Collected data
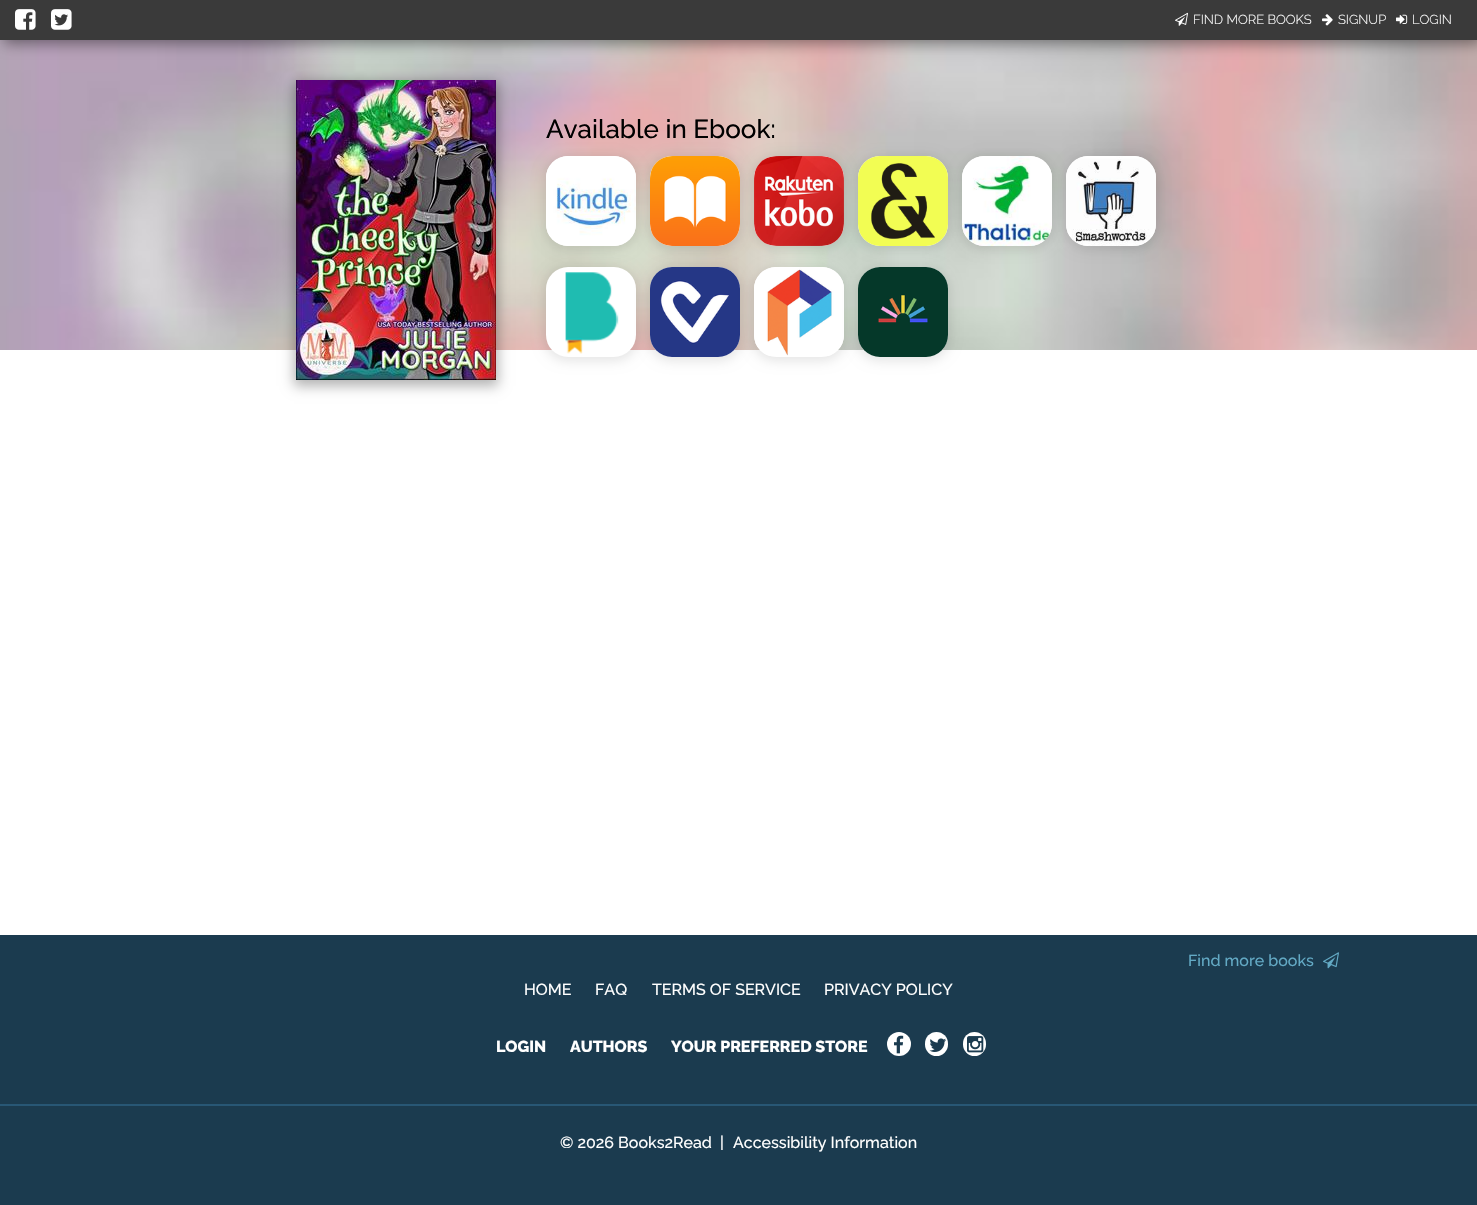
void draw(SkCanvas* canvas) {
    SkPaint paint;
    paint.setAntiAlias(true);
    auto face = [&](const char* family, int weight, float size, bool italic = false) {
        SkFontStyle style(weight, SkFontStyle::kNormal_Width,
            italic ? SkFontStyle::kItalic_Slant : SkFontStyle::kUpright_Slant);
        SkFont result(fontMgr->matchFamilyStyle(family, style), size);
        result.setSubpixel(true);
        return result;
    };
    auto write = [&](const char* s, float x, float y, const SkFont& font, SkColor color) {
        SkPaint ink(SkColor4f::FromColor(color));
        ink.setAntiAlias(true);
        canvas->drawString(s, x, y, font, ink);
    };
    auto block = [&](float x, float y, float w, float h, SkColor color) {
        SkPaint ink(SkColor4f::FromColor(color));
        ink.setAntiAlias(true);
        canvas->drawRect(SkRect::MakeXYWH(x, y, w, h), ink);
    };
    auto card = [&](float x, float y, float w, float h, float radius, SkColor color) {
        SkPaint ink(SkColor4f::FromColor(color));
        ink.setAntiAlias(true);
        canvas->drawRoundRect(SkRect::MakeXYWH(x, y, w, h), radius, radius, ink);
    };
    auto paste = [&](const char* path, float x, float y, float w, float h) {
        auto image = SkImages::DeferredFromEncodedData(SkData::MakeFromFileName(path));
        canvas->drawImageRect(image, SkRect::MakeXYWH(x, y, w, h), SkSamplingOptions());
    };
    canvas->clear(SK_ColorWHITE);
    paste("pic1.png", 0, 40, 1477, 310);
    paint.setColor(SkColorSetARGB(102, 0, 0, 0));
    paint.setMaskFilter(SkMaskFilter::MakeBlur(kNormal_SkBlurStyle, 7));
    canvas->drawRect(SkRect::MakeXYWH(4, 4, 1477, 40), paint);
    paint.setMaskFilter(nullptr);
    block(0, 0, 1477, 40, SkColorSetRGB(58, 58, 58));
    paste("pic2.png", 15, 9, 21, 21);
    paste("pic3.png", 51, 9, 21, 21);
    paste("pic4.png", 1175, 12, 13, 14);
    auto kFont1 = face("Raleway", 300, 13);
    write("FIND MORE BOOKS", 1193, 24, kFont1, SK_ColorWHITE);
    paste("pic5.png", 1322, 14, 11, 12);
    write("SIGNUP", 1338, 24, kFont1, SK_ColorWHITE);
    paste("pic6.png", 1396, 14, 12, 10);
    write("LOGIN", 1412, 24, kFont1, SK_ColorWHITE);
    paint.setColor(SkColorSetARGB(77, 0, 0, 0));
    paint.setMaskFilter(SkMaskFilter::MakeBlur(kNormal_SkBlurStyle, 6));
    canvas->drawRect(SkRect::MakeXYWH(294, 82, 204, 304), paint);
    paint.setMaskFilter(nullptr);
    paste("pic7.png", 296, 80, 200, 300);
    paint.setColor(SkColorSetARGB(26, 0, 0, 0));
    paint.setMaskFilter(SkMaskFilter::MakeBlur(kNormal_SkBlurStyle, 6));
    canvas->drawRoundRect(SkRect::MakeXYWH(544, 156, 94, 94), 24, 24, paint);
    paint.setMaskFilter(nullptr);
    card(546, 156, 90, 90, 22, SK_ColorWHITE);
    paste("pic8.png", 546, 156, 90, 90);
    paint.setMaskFilter(SkMaskFilter::MakeBlur(kNormal_SkBlurStyle, 6));
    canvas->drawRoundRect(SkRect::MakeXYWH(648, 156, 94, 94), 24, 24, paint);
    paint.setMaskFilter(nullptr);
    card(650, 156, 90, 90, 22, SK_ColorWHITE);
    paste("pic9.png", 650, 156, 90, 90);
    paint.setMaskFilter(SkMaskFilter::MakeBlur(kNormal_SkBlurStyle, 6));
    canvas->drawRoundRect(SkRect::MakeXYWH(752, 156, 94, 94), 24, 24, paint);
    paint.setMaskFilter(nullptr);
    auto kFont2 = face("Raleway", 500, 26);
    write("Available in Ebook:", 546, 138, kFont2, SK_ColorBLACK);
    card(754, 156, 90, 90, 22, SK_ColorWHITE);
    paste("pic10.png", 754, 156, 90, 90);
    paint.setMaskFilter(SkMaskFilter::MakeBlur(kNormal_SkBlurStyle, 6));
    canvas->drawRoundRect(SkRect::MakeXYWH(856, 156, 94, 94), 24, 24, paint);
    paint.setMaskFilter(nullptr);
    card(858, 156, 90, 90, 22, SK_ColorWHITE);
    paste("pic11.png", 858, 156, 90, 90);
    paint.setMaskFilter(SkMaskFilter::MakeBlur(kNormal_SkBlurStyle, 6));
    canvas->drawRoundRect(SkRect::MakeXYWH(960, 156, 94, 94), 24, 24, paint);
    paint.setMaskFilter(nullptr);
    card(962, 156, 90, 90, 22, SK_ColorWHITE);
    paste("pic12.png", 962, 156, 90, 90);
    paint.setMaskFilter(SkMaskFilter::MakeBlur(kNormal_SkBlurStyle, 6));
    canvas->drawRoundRect(SkRect::MakeXYWH(1064, 156, 94, 94), 24, 24, paint);
    paint.setMaskFilter(nullptr);
    card(1066, 156, 90, 90, 22, SK_ColorWHITE);
    paste("pic13.png", 1066, 156, 90, 90);
    paint.setMaskFilter(SkMaskFilter::MakeBlur(kNormal_SkBlurStyle, 6));
    canvas->drawRoundRect(SkRect::MakeXYWH(544, 267, 94, 94), 24, 24, paint);
    paint.setMaskFilter(nullptr);
    card(546, 267, 90, 90, 22, SK_ColorWHITE);
    paint.setMaskFilter(SkMaskFilter::MakeBlur(kNormal_SkBlurStyle, 6));
    canvas->drawRoundRect(SkRect::MakeXYWH(648, 267, 94, 94), 24, 24, paint);
    paint.setMaskFilter(nullptr);
    card(650, 267, 90, 90, 22, SK_ColorWHITE);
    paste("pic14.png", 650, 267, 90, 90);
    paint.setMaskFilter(SkMaskFilter::MakeBlur(kNormal_SkBlurStyle, 6));
    canvas->drawRoundRect(SkRect::MakeXYWH(752, 267, 94, 94), 24, 24, paint);
    paint.setMaskFilter(nullptr);
    card(754, 267, 90, 90, 22, SK_ColorWHITE);
    paste("pic15.png", 754, 267, 90, 89);
    paint.setMaskFilter(SkMaskFilter::MakeBlur(kNormal_SkBlurStyle, 6));
    canvas->drawRoundRect(SkRect::MakeXYWH(856, 267, 94, 94), 24, 24, paint);
    paint.setMaskFilter(nullptr);
    card(858, 267, 90, 90, 22, SK_ColorWHITE);
    paste("pic16.png", 565, 272, 54, 82);
    paste("pic17.png", 858, 267, 90, 90);
    block(0, 935, 1477, 270, SkColorSetRGB(27, 59, 79));
    auto kFont3 = face("Raleway", 500, 16);
    write("Find more books", 1188, 966, kFont3, SkColorSetRGB(99, 170, 197));
    paste("pic18.png", 1323, 952, 16, 17);
    write("HOME", 524, 995, kFont3, SK_ColorWHITE);
    write("FAQ", 595, 995, kFont3, SK_ColorWHITE);
    write("TERMS OF SERVICE", 652, 995, kFont3, SK_ColorWHITE);
    write("PRIVACY POLICY", 824, 995, kFont3, SK_ColorWHITE);
    auto kFont4 = face("Raleway", 800, 16);
    write("LOGIN", 496, 1052, kFont4, SK_ColorWHITE);
    write("AUTHORS", 570, 1052, kFont4, SK_ColorWHITE);
    write("YOUR PREFERRED STORE", 671, 1052, kFont4, SK_ColorWHITE);
    paint.setColor(SK_ColorWHITE);
    canvas->drawCircle(899, 1044, 12, paint);
    paste("pic19.png", 894, 1035, 10, 19);
    card(925, 1032, 23, 24, 11.5f, SK_ColorWHITE);
    paste("pic20.png", 929, 1038, 17, 14);
    card(963, 1032, 23, 24, 11.5f, SK_ColorWHITE);
    paste("pic21.png", 967, 1036, 17, 17);
    block(0, 1104, 1477, 2, SkColorSetRGB(40, 87, 117));
    write("© 2026 Books2Read", 560, 1148, kFont3, SK_ColorWHITE);
    write("|", 720, 1148, kFont3, SK_ColorWHITE);
    write("Accessibility Information", 733, 1148, kFont3, SK_ColorWHITE);
}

Your assignment:
Search the entries above for the word "image", and copy every line where it occurs.

Completed exercise:
        auto image = SkImages::DeferredFromEncodedData(SkData::MakeFromFileName(path));
        canvas->drawImageRect(image, SkRect::MakeXYWH(x, y, w, h), SkSamplingOptions());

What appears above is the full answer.